It feels strange to learn how to “do” church while your husband is in full time ministry. For some people it feels strange to “do” church at all and to others “doing church” feels like an old perfectly broken in baseball mitt.
For me it feels like I have the old cozy baseball mitt but my hand just hasn’t settled into those comfortable places yet.
“Doing” church is something I am still learning to do. And this is where God has me.
There was a time when I would try to settle into those comfy spots like a stepsister forcing her way into a glass slipper. Forcing my hand to make it touch every contour, nook, cranny and seam. I believed if I could just do it better or try to make it fit harder maybe then the doing of church would feel more comfortable.
And then there are times when I haven’t even felt like wearing the glove at all. I saw the glove and I knew my hand didn’t quite wear it well so I hid behind pride, behind shame and even behind the pointing the finger of blame.

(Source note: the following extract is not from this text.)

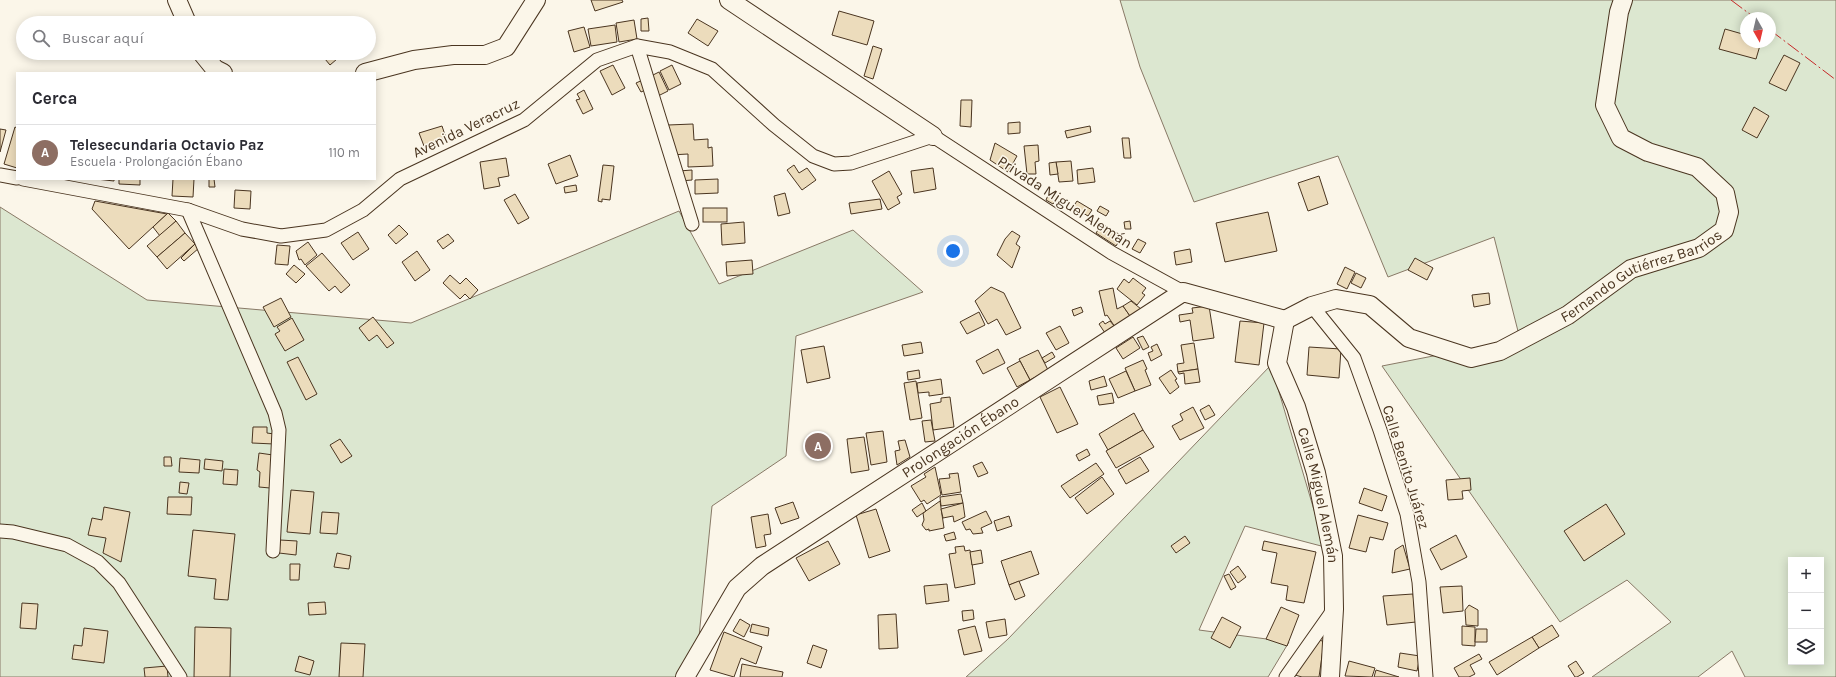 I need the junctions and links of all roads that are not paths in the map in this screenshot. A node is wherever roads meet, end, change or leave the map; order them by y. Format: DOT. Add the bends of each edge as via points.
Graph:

The root of pride that I was just too different.
The trunk of shame from who I have been and what others have said about who I am.
And a branch of a pointing finger which bore the fruit of blaming others for a perfect glove which wasn’t quite snug enough.
And now I realize, ten years into being one with someone who is called to lead God’s people in God’s church, that doing church or learning to do church is simply a process. It is a constant unraveling of what you thought you knew from who God is calling you to be. Whether you have a brand new glove or your glove is cozy and your hand feels like it fits every cranny.
Everyone is in the process of learning how to love Jesus more and love their self less.
And God has me in the process of learning how to do church. A place where I know my hand isn’t quite settled into every cozy place and I am okay with that.
I don’t feel cozy in my glove when I sit in the front row on Easter Sunday and one of my handsomely dressed children is eating their boogers. My pride still has me finding my worth in how we look sitting there in the front row.
I don’t feel cozy in my glove when my husband doesn’t share a story just right from the pulpit and the expression on my face shows it. My perfectionist self reveals it’s rolling eyes and my wanting to control rears it’s ugly side.
I don’t feel cozy in my glove when we are adjusting to a service which is thirty minutes earlier and with four kids we seem to be walking into worship late and with wrinkly slacks almost every Sunday. The soil of acceptance and my need for others to see me as “shiny and freshly pressed” seeps into my pridefully drenched roots. Sometimes my heart finds it’s worth in freshly pressed pants.
It is only when I can undo what I have already wound up tightly, unravel what I thought I knew from what is true and start with feeding the roots of myself with faith and belief… this is where I can find freedom.
Dependent roots grounded in the gospel of truth which remind me that yes, I am different, but I am also uniquely knit together and wonderfully made, called specifically to be in the front row with booger eating children for a purpose I don’t quite know the meaning of yet.
A trunk of fresh bark, firm and strong by the Word and His power which reminds me that in Christ, I am a new creation, the old is gone, the new has come and I am more accepted and loved in Christ than I could have ever dared to dream of.
And branches that don’t bear fruit of blame and pointing fingers at others when I don’t feel like I fit in but instead bear fruit of love and service because I realize unraveling this idea of doing church is not at all about me, or anyone else around me. When I pull back the threads of pride I can see clearly that church is about God and calling people from all different backgrounds to love and serve Him, no matter how well the glove fits, in the name of Jesus.
When I recognize that my biggest discomfort about fitting in and “doing” church well actually has mostly to do with my pride (myself) when I point that branch back at me, it is there when I can wear my glove more comfortably.
Even though I haven’t quite completely grow into it yet.
It is there, when I unravel what I thought I knew about doing church from my pride and unbelief that I can be comfortable with just being in process.
It’s not about shoving like a stepsister. We all desperately want the glove to just fit better but instead we should be learning to be more comfortable in the places that don’t quite yet fit. This is where we find faith and belief. This is where we trust that God will grow us in the ways he needs us to grow, in His timing.
We are loved when our gloves don’t seem to fit, our kids eat boogers and we are running late with wrinkly pants.
I will grow into the coziness of the glove in God’s good and perfect timing. Being in process of doing anything is a good thing. God is good and He is at work, we need not shove. He is able to grow us into our gloves even without our shoving.
I am a pastor’s wife, learning to “do” church. I am in process and I am okay with that.